EXERCISE DESCRIPTION: Which lines of the records below contain the word "Oktiabria"? Report each of them in full.

(Source records)

══════════

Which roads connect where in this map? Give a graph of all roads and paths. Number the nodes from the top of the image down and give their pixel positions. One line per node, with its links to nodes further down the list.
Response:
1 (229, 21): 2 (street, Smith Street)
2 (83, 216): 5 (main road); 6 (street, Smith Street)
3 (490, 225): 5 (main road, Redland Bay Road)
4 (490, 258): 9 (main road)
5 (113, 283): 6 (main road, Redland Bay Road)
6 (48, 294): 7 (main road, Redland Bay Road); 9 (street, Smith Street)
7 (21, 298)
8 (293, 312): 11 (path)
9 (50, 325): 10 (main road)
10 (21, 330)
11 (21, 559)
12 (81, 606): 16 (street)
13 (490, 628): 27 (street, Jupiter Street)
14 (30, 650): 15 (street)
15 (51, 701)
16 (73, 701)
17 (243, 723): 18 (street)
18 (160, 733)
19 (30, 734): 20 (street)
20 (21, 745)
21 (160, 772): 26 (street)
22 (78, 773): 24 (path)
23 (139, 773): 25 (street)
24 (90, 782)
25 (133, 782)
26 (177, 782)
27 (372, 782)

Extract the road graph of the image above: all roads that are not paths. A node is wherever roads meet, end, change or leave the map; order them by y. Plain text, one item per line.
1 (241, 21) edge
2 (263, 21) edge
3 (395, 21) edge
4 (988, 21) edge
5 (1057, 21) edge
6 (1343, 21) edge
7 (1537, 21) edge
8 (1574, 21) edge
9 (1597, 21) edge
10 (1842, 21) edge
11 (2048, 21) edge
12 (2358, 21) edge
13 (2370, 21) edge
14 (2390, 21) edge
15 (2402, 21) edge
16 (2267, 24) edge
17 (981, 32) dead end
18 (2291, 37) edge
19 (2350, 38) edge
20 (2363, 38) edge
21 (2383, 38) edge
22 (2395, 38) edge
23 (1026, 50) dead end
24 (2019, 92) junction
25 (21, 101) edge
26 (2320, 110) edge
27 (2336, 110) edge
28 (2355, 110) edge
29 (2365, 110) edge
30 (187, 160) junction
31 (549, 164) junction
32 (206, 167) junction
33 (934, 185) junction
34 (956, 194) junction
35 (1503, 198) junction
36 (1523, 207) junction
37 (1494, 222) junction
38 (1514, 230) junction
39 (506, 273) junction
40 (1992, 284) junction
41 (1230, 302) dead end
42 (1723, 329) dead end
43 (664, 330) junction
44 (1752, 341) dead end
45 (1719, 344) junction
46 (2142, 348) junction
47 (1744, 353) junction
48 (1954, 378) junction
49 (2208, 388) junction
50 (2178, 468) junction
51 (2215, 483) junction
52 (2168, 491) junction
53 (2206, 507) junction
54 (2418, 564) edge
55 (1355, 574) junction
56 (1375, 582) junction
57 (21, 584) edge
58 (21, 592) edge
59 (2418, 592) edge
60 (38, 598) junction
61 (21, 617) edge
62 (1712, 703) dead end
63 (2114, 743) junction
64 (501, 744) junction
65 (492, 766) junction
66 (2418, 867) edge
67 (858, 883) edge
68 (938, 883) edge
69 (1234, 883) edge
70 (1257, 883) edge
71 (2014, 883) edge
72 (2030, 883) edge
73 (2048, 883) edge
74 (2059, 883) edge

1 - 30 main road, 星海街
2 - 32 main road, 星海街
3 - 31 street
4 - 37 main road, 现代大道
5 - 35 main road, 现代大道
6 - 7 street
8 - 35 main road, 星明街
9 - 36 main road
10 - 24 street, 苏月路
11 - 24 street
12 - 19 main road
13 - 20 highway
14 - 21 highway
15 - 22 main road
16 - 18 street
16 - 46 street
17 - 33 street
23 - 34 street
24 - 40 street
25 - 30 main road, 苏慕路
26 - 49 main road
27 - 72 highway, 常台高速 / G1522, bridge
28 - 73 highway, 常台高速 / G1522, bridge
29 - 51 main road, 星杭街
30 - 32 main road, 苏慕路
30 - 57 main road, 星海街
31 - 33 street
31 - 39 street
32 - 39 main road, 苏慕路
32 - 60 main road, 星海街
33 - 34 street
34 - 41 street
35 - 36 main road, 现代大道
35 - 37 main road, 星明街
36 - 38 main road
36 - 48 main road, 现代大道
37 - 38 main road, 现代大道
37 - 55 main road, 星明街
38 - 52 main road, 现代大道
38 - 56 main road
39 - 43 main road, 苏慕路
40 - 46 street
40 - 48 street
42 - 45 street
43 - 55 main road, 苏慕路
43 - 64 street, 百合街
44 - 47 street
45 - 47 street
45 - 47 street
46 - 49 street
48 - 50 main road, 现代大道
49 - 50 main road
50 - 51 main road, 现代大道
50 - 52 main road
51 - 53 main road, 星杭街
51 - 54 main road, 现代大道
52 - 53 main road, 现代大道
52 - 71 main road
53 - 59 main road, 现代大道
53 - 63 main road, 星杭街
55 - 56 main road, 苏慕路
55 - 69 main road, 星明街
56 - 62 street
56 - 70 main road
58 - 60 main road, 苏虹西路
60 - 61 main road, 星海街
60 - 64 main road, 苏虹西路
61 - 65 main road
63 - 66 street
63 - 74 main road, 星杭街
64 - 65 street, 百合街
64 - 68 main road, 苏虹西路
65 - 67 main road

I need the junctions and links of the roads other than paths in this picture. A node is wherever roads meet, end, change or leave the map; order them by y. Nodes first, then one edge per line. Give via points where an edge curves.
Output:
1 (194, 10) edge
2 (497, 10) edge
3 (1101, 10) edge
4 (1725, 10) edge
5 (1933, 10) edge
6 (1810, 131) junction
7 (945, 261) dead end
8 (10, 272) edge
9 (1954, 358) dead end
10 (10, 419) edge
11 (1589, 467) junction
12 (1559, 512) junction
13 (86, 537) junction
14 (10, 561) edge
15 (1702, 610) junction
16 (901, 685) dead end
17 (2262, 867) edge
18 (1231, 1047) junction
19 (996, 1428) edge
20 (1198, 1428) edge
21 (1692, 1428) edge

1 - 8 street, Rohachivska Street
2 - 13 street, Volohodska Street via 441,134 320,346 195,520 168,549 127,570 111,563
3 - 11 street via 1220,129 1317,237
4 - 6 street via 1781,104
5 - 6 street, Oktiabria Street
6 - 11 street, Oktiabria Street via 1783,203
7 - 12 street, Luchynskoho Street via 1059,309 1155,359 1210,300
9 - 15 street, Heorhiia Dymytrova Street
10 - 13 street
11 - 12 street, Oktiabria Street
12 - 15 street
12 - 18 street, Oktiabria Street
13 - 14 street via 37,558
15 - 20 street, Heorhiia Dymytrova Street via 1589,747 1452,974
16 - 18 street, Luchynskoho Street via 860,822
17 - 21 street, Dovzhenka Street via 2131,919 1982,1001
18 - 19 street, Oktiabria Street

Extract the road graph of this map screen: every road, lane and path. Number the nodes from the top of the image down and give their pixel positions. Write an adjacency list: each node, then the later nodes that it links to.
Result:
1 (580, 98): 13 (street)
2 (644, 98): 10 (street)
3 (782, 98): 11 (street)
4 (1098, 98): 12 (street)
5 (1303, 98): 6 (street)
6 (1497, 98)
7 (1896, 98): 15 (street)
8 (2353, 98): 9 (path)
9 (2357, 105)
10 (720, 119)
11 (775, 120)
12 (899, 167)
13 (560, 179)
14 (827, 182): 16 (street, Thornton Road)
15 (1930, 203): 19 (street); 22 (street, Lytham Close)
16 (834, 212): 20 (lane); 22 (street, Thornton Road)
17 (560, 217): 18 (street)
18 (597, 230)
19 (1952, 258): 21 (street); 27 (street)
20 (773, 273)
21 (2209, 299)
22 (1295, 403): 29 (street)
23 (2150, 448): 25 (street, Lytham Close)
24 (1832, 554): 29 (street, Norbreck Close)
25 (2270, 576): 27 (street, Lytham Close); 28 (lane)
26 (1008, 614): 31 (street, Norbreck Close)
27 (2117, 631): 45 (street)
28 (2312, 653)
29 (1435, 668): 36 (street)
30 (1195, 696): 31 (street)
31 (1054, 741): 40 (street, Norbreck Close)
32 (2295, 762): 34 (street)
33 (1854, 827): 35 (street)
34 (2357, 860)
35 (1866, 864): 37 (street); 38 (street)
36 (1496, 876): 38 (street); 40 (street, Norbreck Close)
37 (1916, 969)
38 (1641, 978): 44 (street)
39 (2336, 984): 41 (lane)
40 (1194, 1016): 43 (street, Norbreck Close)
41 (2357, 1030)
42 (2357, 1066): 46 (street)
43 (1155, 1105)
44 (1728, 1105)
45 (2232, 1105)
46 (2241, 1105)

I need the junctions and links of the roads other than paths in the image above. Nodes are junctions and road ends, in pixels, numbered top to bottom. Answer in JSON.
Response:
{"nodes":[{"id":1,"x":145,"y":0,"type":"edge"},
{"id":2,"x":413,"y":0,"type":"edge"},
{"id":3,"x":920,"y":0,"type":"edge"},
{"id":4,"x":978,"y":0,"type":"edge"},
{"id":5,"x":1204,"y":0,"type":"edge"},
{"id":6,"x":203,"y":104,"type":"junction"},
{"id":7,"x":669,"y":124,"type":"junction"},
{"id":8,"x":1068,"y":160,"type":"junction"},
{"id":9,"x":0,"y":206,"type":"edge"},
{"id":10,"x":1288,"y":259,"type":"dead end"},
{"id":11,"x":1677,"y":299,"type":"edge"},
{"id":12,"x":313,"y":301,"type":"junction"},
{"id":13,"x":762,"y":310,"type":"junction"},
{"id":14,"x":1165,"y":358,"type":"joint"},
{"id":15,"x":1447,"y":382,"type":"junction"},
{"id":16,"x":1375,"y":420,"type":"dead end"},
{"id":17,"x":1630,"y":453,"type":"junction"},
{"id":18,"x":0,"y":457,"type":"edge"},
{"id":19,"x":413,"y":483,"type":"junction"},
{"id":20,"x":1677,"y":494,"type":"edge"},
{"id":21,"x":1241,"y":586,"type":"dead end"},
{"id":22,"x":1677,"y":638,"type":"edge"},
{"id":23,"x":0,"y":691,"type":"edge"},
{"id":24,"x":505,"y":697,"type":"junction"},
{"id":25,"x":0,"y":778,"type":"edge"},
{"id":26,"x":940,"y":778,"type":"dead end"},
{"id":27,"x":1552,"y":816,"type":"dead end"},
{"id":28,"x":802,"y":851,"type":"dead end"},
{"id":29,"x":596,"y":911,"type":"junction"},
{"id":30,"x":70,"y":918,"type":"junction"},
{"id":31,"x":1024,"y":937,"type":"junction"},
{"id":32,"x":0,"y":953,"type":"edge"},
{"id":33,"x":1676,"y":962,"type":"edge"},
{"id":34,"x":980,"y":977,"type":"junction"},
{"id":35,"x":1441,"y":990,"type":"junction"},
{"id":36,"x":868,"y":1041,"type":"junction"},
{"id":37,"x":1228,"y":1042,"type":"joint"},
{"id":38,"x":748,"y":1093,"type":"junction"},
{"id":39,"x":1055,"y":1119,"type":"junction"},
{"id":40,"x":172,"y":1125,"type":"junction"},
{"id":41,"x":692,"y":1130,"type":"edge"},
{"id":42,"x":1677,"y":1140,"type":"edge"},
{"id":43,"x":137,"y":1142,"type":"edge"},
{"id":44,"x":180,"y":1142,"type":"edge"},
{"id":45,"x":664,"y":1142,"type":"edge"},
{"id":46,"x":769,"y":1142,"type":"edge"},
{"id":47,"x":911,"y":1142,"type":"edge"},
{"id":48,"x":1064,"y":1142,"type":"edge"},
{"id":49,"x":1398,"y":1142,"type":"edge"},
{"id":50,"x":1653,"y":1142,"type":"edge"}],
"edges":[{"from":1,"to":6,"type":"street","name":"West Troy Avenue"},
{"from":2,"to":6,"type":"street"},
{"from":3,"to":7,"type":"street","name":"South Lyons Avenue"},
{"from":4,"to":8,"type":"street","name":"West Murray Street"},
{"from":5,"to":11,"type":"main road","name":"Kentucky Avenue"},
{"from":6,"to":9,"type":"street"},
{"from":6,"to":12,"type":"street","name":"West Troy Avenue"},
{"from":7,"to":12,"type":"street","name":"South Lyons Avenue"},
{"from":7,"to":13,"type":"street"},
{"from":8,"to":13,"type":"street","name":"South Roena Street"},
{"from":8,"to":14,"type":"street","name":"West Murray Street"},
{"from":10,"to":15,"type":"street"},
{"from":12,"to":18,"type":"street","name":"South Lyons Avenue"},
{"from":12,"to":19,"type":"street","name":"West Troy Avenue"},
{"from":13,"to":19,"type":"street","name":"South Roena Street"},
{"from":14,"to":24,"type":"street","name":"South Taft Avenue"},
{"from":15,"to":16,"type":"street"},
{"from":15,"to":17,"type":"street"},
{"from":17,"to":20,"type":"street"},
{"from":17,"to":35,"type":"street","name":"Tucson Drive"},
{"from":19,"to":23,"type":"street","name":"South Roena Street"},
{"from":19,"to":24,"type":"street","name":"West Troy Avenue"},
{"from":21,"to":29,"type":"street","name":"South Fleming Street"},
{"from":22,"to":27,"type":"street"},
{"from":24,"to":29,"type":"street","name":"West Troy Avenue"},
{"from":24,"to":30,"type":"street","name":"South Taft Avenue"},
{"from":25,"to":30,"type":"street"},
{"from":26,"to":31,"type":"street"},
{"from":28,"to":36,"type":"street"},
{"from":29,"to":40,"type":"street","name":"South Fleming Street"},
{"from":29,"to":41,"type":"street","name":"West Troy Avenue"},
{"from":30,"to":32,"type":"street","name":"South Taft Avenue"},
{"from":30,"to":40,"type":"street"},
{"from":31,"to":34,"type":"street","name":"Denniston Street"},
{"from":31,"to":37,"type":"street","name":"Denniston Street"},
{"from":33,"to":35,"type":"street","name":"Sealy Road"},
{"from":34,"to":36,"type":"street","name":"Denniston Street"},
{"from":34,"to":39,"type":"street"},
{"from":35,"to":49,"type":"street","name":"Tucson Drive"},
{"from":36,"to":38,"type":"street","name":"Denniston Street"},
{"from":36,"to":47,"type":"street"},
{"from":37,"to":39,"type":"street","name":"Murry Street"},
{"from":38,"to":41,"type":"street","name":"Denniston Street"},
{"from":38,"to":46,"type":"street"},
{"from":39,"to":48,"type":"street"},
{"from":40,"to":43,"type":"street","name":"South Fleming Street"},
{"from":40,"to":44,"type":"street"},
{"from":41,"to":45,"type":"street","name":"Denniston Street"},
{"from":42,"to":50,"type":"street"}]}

══════════

TASK ANSWER:
5 - 6 street, Oktiabria Street
6 - 11 street, Oktiabria Street via 1783,203
11 - 12 street, Oktiabria Street
12 - 18 street, Oktiabria Street
18 - 19 street, Oktiabria Street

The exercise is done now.